**Task details:** Find how many lines in the material contain "graph"; your answer should be that number alone.

----

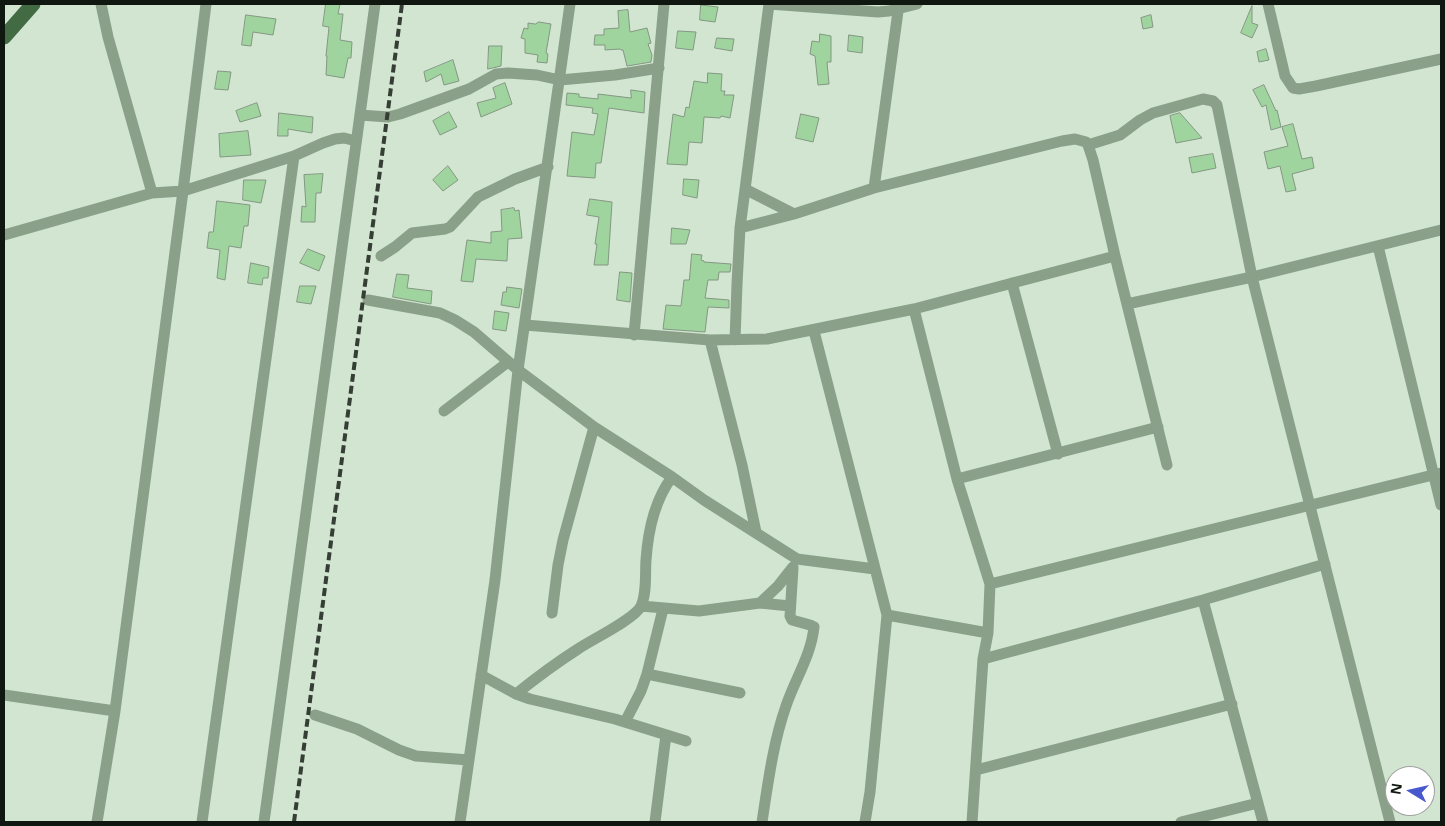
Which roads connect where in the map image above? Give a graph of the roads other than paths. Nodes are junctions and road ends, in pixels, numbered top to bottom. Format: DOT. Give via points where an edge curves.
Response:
graph roads {
  1 [pos="33,4"];
  2 [pos="101,4"];
  3 [pos="206,4"];
  4 [pos="375,4"];
  5 [pos="570,4"];
  6 [pos="664,4"];
  7 [pos="769,4"];
  8 [pos="917,4"];
  9 [pos="1268,4"];
  10 [pos="899,6"];
  11 [pos="4,37"];
  12 [pos="1441,60"];
  13 [pos="659,68"];
  14 [pos="560,80"];
  15 [pos="360,115"];
  16 [pos="356,141"];
  17 [pos="1088,145"];
  18 [pos="294,156"];
  19 [pos="548,167"];
  20 [pos="874,188"];
  21 [pos="745,189"];
  22 [pos="183,191"];
  23 [pos="152,194"];
  24 [pos="794,214"];
  25 [pos="740,228"];
  26 [pos="1441,230"];
  27 [pos="4,235"];
  28 [pos="1378,246"];
  29 [pos="380,256"];
  30 [pos="1115,256"];
  31 [pos="1252,277"];
  32 [pos="1012,283"];
  33 [pos="368,300"];
  34 [pos="1127,304"];
  35 [pos="914,309"];
  36 [pos="525,325"];
  37 [pos="814,331"];
  38 [pos="634,335"];
  39 [pos="710,340"];
  40 [pos="736,340"];
  41 [pos="508,362"];
  42 [pos="518,370"];
  43 [pos="444,411"];
  44 [pos="594,427"];
  45 [pos="1158,427"];
  46 [pos="1058,454"];
  47 [pos="1167,465"];
  48 [pos="1437,474"];
  49 [pos="672,477"];
  50 [pos="958,479"];
  51 [pos="1309,504"];
  52 [pos="1441,505"];
  53 [pos="756,532"];
  54 [pos="795,563"];
  55 [pos="1325,564"];
  56 [pos="876,569"];
  57 [pos="990,584"];
  58 [pos="1203,600"];
  59 [pos="760,603"];
  60 [pos="641,606"];
  61 [pos="790,606"];
  62 [pos="663,609"];
  63 [pos="552,613"];
  64 [pos="887,615"];
  65 [pos="988,633"];
  66 [pos="983,659"];
  67 [pos="647,674"];
  68 [pos="481,675"];
  69 [pos="740,692"];
  70 [pos="516,694"];
  71 [pos="4,695"];
  72 [pos="1232,704"];
  73 [pos="115,711"];
  74 [pos="315,715"];
  75 [pos="625,722"];
  76 [pos="666,735"];
  77 [pos="686,741"];
  78 [pos="469,760"];
  79 [pos="976,770"];
  80 [pos="1258,803"];
  81 [pos="97,822"];
  82 [pos="202,822"];
  83 [pos="264,822"];
  84 [pos="460,822"];
  85 [pos="655,822"];
  86 [pos="762,822"];
  87 [pos="865,822"];
  88 [pos="972,822"];
  89 [pos="1181,822"];
  90 [pos="1263,822"];
  91 [pos="1390,822"];
  1 -- 11 [label="main road"];
  2 -- 23 [label="street"];
  3 -- 22 [label="street"];
  4 -- 15 [label="street"];
  5 -- 14 [label="street"];
  6 -- 13 [label="street"];
  7 -- 10 [label="street" via="878,12"];
  7 -- 21 [label="street"];
  8 -- 10 [label="street"];
  9 -- 12 [label="street" via="1285,76 1293,88"];
  10 -- 20 [label="street"];
  13 -- 14 [label="street"];
  13 -- 38 [label="street"];
  14 -- 15 [label="street" via="508,72 496,74 469,89 400,114 388,117"];
  14 -- 19 [label="street"];
  15 -- 16 [label="street"];
  16 -- 18 [label="street" via="335,139"];
  16 -- 83 [label="street"];
  17 -- 20 [label="street" via="1080,140 1062,140"];
  17 -- 30 [label="street"];
  17 -- 31 [label="street" via="1120,135 1154,113 1203,99 1213,101"];
  18 -- 22 [label="street"];
  18 -- 82 [label="street"];
  19 -- 29 [label="street" via="478,197 450,227 412,233"];
  19 -- 36 [label="street"];
  20 -- 24 [label="street"];
  21 -- 24 [label="street"];
  21 -- 25 [label="street"];
  22 -- 23 [label="street"];
  22 -- 73 [label="street"];
  23 -- 27 [label="street"];
  24 -- 25 [label="street"];
  25 -- 40 [label="street"];
  26 -- 28 [label="street"];
  28 -- 31 [label="street"];
  28 -- 48 [label="street"];
  30 -- 32 [label="street"];
  30 -- 34 [label="street"];
  31 -- 34 [label="street"];
  31 -- 51 [label="street"];
  32 -- 35 [label="street"];
  32 -- 46 [label="street"];
  33 -- 41 [label="street" via="440,313 474,332"];
  34 -- 45 [label="street"];
  35 -- 37 [label="street"];
  35 -- 50 [label="street"];
  36 -- 38 [label="street"];
  36 -- 42 [label="street"];
  37 -- 40 [label="street" via="767,339"];
  37 -- 56 [label="street"];
  38 -- 39 [label="street"];
  39 -- 40 [label="street"];
  39 -- 53 [label="street"];
  41 -- 42 [label="street"];
  41 -- 43 [label="street"];
  42 -- 44 [label="street"];
  42 -- 68 [label="street"];
  44 -- 49 [label="street"];
  44 -- 63 [label="street" via="563,540"];
  45 -- 46 [label="street"];
  45 -- 47 [label="street"];
  46 -- 50 [label="street"];
  48 -- 51 [label="street"];
  48 -- 52 [label="street"];
  49 -- 53 [label="street"];
  49 -- 60 [label="street" via="654,510"];
  50 -- 57 [label="street"];
  51 -- 55 [label="street"];
  51 -- 57 [label="street"];
  53 -- 54 [label="street"];
  54 -- 56 [label="street"];
  54 -- 59 [label="street"];
  54 -- 61 [label="street"];
  55 -- 58 [label="street"];
  55 -- 91 [label="street"];
  56 -- 64 [label="street"];
  57 -- 65 [label="street"];
  58 -- 66 [label="street"];
  58 -- 72 [label="street"];
  59 -- 61 [label="street"];
  59 -- 62 [label="street" via="699,612"];
  60 -- 62 [label="street"];
  60 -- 70 [label="street"];
  61 -- 86 [label="street" via="792,620 814,627 813,638 778,730"];
  62 -- 67 [label="street"];
  64 -- 65 [label="street"];
  64 -- 87 [label="street"];
  65 -- 66 [label="street"];
  66 -- 79 [label="street"];
  67 -- 69 [label="street"];
  67 -- 75 [label="street"];
  68 -- 70 [label="street"];
  68 -- 78 [label="street"];
  70 -- 75 [label="street"];
  71 -- 73 [label="street"];
  72 -- 79 [label="street"];
  72 -- 80 [label="street"];
  73 -- 81 [label="street"];
  74 -- 78 [label="street" via="357,729 416,756"];
  75 -- 76 [label="street"];
  76 -- 77 [label="street"];
  76 -- 85 [label="street"];
  78 -- 84 [label="street"];
  79 -- 88 [label="street"];
  80 -- 89 [label="street"];
  80 -- 90 [label="street"];
}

----

**Output of the exercise:** 2